Timeseries forecasting is quite a big topic to cover. I’ve spoken about key terminology and exponential smoothing in this article and I’ve spoken about how we might remove timeseries outliers here. In this post, I am going to discuss the different components of the ARIMA model (AR and MA), in addition to the ARIMA model itself.
Fist, the AR piece. This stands for auto regressive. As we know, regression is where we predict a value Y based on X. In the auto-regressive model, the X is the past value of Y. So, we are trying to predict Y based on the historic values of Y (e.g. predict the value of Y today, based on yesterday’s value of Y).
The idea is, if we provide the historic data, we can identify patterns; including seasonality and trends, which will make our forecasting stronger.
Let’s say we’re trying to predict the sales of coconuts in the coming months, to ensure we have the correct amount of inventory to fulfil our orders. Here, we are trying to predict Ct (where c stands for coconut and t = time) based on Ct-1, Ct-2, Ct-3 etc.. where the number after t relates to the number of lags we’re looking at. I.e. t-1 would be yesterday in a daily timeseries plot.
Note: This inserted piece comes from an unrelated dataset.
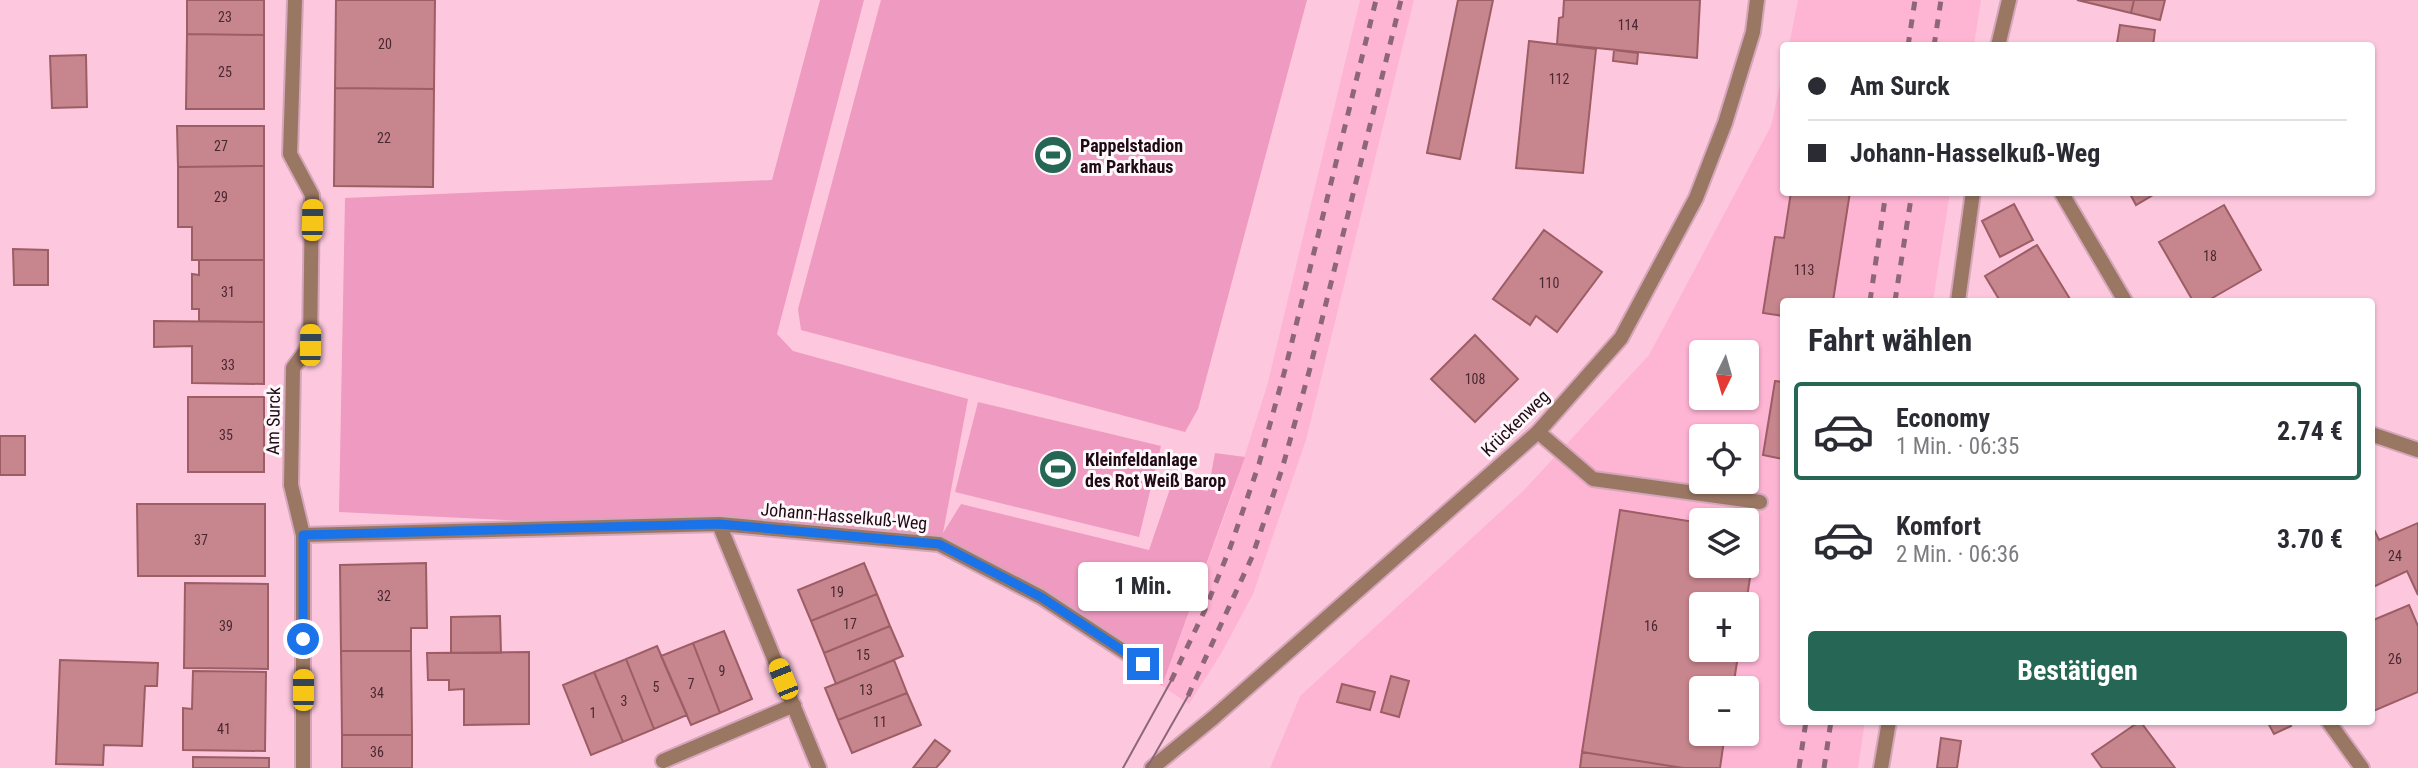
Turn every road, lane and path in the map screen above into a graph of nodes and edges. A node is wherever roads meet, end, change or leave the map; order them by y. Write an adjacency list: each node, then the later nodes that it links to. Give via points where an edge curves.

We should be careful here, using all historic data can lead to overfitting of our model, we only want to use the lags which are statistically significant – i.e. the lags which do influence the current prediction. Here, we will introduce the PACF (Partial Auto Correlation Function) plot.
Below, I have mocked up this plot. The way the PACF works is, the number of lags are along the X axis & the correlation is on the Y. Anything outside of the shaded area is considered statistically significant. Hence, only lags 1, 4, 5, 7, 11, 12 and 13 influence todays value.
The PACF looks at the influence of each lag on t, ignoring the influence of other points – it’s the direct effect of t-3 for example with t. With a ACF plot, which we will discuss a bit later, this is not the case, an ACF plot takes into account the influence of t-3, t-2 and t-1 on t this would show you the indirect effect of t-3 on t.
The hyperparameter which we tune with the AR model is called P. The P variable is called the order. It refers to how many time periods apart we should consider. If P = 1, we should consider lags that are one period apart. If P = 2 or P = 3, it would relate to datapoints two or three periods (lags) apart.
An MA model is a moving average model. We adjust our predictions for the current period, based on the error of previous periods. In the below example we predicted 10 items would sell in time period one. The actual number was 8, so we were wrong by negative two. We will then adjust our prediction for next month by 0.5*Error (0.5 is the constant we have chosen). So, we will adjust our prediction by -1. Hence, in time period 2, we take the previous average of 10 and minus 50% of our error (1), leaving us with a prediction of 9. This continues for each time period.
So it’s very similar to the AR model, except, instead of looking at previous values of Y to make our prediction, we will look at the previous errors in our predictions to make a prediction.
An MA(1) model says that the target value Y is based on the previous error – this parameter is called Q. How wrong you were yesterday should predict how much you predict today. The first observation will be the average in the series of data.
The PACF we saw earlier, relates to an AR model. The ACF relates to the MA model. The PACF looks at the direct effect of a given lag on t. The ACF looks at the effect of t-2 on t-1 and the effect of t-1 on t. It’s not the direct correlation of t-2 on t, as a PACF would show.
The ARMA model uses P and Q as the input parameters – we’ve discused these above. ARMA(1,1) relates to ARMA(P,Q). We look at both the number we needed last month to make the prediction as we would with the auto regressive model, but we also look at the error rates, as we do in the moving average model.
ARIMA stands for Autoregressive Integrated Moving Average. We’ve seen all of these terms above, except for integrated. This simply means, the number of times you need to difference your time series data in order to achieve stationarity. I have discussed differencing and stationarity here. We therefore have ARIMA(P,D,Q), where P is derived from the autoregressive model; the Q is derived from the MA model and the D refers to the number of times we need to difference our data.
An ARIMA model is the same as an ARIMA model which does not require differencing. Hence, ARIMA is useful where we have a trend which needs to be removed. In other situations, we can use an ARMA model.
Where we have seasonality, we can use the SARIMA model. This adds three new parameters, so it becomes SARIMA (p,d,q)(P,D,Q) – where the second set of parameters describes the autoregressive, intregration and moving average orders for the seasonal component of the timeseries.
Where we have multiple input features, we can use the ARIMAX or SARIMAX models. The X here stands for eXogenous – which essentially means, it’s not a univariate prediction, multiple features can be taken into account to predict t.